-- EXERCISE MATERIAL follows --
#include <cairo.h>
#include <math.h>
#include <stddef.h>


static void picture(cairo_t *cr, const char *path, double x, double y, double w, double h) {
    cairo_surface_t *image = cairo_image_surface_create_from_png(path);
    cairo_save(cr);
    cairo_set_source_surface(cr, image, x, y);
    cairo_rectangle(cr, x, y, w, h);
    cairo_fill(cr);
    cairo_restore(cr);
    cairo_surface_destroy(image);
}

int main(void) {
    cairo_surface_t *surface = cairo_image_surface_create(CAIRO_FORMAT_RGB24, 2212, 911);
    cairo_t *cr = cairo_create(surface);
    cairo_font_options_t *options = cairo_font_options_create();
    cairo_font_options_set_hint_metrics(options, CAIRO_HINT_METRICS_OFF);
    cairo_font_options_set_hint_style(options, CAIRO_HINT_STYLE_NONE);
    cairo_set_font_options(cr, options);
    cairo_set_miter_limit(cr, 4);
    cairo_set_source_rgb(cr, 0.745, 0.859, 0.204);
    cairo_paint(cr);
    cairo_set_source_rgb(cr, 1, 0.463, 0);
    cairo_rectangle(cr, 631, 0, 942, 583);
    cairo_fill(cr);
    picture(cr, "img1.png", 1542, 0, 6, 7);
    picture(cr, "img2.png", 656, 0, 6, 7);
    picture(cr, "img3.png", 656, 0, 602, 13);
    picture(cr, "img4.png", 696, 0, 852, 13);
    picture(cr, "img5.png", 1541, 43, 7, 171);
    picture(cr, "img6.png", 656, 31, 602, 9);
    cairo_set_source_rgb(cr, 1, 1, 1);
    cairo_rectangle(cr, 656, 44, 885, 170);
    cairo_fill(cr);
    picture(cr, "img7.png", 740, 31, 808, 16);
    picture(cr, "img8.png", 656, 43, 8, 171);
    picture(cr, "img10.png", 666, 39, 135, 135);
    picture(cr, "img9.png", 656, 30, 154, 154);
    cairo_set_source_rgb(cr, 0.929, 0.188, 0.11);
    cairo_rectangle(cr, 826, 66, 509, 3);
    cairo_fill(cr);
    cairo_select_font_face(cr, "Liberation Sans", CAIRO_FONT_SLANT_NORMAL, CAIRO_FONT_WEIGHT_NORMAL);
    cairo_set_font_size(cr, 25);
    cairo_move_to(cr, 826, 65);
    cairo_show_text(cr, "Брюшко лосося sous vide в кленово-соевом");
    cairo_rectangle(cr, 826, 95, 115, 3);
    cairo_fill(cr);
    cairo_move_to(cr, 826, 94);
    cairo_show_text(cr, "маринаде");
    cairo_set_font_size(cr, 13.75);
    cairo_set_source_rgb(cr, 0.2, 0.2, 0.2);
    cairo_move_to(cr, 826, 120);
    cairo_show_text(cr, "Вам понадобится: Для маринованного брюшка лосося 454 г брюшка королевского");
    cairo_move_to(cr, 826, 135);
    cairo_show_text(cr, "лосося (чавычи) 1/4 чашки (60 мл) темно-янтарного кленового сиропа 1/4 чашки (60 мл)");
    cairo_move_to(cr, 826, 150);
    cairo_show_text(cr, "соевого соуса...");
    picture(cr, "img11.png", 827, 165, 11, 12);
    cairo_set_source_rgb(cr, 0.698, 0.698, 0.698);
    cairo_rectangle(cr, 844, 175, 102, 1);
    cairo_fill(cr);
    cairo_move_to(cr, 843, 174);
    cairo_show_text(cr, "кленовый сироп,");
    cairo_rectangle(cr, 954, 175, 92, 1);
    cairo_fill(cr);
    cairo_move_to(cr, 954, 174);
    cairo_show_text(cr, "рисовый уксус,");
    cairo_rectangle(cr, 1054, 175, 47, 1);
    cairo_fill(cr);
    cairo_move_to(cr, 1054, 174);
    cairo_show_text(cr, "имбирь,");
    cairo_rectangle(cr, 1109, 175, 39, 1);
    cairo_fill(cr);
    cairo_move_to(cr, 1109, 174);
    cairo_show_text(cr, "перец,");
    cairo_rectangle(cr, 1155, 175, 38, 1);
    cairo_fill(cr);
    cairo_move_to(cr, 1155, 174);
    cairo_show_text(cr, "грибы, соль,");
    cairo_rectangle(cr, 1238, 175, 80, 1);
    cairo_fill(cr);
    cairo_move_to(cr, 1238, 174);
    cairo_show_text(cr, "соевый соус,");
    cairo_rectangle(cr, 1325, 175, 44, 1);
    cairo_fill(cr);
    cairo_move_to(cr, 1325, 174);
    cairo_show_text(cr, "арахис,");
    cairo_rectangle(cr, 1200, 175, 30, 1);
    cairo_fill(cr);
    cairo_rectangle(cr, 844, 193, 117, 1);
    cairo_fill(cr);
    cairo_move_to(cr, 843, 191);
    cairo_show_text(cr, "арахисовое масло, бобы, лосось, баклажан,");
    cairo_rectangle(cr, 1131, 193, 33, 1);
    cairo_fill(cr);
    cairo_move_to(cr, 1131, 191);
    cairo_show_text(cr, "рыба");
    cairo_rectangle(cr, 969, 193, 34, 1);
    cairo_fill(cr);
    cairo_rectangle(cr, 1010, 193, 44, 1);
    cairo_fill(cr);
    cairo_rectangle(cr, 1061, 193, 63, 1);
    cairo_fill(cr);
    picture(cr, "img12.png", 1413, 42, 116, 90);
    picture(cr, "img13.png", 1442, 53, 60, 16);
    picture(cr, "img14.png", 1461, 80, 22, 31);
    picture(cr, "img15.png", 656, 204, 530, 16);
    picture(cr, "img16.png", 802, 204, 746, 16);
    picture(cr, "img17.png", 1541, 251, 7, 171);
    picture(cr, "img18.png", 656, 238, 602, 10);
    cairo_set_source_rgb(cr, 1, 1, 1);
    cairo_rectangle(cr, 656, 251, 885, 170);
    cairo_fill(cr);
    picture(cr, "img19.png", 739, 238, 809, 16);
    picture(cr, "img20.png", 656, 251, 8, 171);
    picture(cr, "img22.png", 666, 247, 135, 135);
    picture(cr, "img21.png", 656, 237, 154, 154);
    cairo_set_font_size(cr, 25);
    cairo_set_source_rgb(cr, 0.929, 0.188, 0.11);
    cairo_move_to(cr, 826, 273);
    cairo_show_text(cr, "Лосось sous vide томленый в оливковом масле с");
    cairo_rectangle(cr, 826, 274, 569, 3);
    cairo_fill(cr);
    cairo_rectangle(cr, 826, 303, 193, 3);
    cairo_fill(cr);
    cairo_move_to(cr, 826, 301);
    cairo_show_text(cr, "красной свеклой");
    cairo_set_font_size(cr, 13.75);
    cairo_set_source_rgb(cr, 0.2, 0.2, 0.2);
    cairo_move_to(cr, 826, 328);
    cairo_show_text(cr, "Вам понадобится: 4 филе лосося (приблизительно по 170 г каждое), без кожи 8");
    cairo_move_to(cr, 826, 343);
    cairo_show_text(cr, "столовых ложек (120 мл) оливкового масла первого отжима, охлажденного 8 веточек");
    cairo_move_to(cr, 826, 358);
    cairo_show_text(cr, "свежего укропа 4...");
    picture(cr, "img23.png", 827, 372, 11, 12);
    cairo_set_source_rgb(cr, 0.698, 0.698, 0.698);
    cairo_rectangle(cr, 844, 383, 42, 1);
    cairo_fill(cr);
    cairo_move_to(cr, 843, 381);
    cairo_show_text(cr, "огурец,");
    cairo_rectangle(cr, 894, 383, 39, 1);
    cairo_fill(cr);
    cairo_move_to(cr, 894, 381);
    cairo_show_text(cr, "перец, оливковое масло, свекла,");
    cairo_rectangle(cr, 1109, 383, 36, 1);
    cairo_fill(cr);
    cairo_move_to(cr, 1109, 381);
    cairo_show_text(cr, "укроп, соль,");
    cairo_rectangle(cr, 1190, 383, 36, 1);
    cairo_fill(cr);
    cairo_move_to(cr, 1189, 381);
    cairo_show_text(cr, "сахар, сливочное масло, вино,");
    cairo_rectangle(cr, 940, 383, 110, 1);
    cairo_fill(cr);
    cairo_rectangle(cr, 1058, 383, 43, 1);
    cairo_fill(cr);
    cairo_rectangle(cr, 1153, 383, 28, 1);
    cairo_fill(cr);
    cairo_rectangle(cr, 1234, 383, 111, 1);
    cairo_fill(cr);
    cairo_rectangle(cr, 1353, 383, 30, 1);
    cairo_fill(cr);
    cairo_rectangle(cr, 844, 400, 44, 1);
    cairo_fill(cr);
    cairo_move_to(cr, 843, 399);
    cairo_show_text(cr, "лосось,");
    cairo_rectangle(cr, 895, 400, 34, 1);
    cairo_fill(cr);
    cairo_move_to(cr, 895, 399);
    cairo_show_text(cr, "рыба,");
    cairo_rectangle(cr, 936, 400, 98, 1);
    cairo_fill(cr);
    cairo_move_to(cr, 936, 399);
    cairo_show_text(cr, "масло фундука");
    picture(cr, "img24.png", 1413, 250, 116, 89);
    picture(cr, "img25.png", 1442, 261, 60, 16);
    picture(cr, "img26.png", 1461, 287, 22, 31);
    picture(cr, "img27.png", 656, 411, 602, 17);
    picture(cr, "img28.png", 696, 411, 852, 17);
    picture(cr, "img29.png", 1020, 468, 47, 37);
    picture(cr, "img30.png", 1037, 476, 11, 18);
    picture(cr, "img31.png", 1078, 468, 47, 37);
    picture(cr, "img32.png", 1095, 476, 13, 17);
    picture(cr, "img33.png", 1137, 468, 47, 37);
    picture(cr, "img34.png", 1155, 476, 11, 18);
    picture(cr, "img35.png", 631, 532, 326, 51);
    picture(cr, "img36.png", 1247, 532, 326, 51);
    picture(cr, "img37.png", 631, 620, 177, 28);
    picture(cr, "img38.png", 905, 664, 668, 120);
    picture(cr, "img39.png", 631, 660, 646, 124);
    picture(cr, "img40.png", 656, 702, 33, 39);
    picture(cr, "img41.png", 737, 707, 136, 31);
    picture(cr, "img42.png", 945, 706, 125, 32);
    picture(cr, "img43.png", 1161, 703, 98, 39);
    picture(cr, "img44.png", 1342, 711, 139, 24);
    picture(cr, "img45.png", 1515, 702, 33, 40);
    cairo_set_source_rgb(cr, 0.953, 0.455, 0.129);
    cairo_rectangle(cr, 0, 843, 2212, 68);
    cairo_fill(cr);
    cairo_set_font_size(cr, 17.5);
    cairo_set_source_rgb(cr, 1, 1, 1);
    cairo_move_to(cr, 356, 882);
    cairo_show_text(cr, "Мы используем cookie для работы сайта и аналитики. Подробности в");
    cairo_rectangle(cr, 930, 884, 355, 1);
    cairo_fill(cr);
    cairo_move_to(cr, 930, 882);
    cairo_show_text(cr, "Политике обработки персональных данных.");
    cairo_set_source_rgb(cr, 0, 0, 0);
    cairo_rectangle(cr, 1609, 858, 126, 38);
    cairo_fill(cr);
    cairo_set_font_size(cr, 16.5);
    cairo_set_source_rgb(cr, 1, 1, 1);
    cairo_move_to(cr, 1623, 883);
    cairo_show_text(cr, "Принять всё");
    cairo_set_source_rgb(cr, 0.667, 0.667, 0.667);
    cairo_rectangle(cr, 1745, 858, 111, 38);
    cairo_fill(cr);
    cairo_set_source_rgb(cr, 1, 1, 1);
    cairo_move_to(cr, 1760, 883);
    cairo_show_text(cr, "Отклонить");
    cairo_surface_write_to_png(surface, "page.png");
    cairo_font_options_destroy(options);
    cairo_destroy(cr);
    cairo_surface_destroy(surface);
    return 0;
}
-- EXERCISE MATERIAL concluded --
## TASK DETAILS
In the listing above, find the line with "702, 33, 40);" and the line with "cairo_move_to(cr, 930, 882);"; set down exactly those two lines and every line between them, nothing more.

## EXPECTED ANSWER
    picture(cr, "img45.png", 1515, 702, 33, 40);
    cairo_set_source_rgb(cr, 0.953, 0.455, 0.129);
    cairo_rectangle(cr, 0, 843, 2212, 68);
    cairo_fill(cr);
    cairo_set_font_size(cr, 17.5);
    cairo_set_source_rgb(cr, 1, 1, 1);
    cairo_move_to(cr, 356, 882);
    cairo_show_text(cr, "Мы используем cookie для работы сайта и аналитики. Подробности в");
    cairo_rectangle(cr, 930, 884, 355, 1);
    cairo_fill(cr);
    cairo_move_to(cr, 930, 882);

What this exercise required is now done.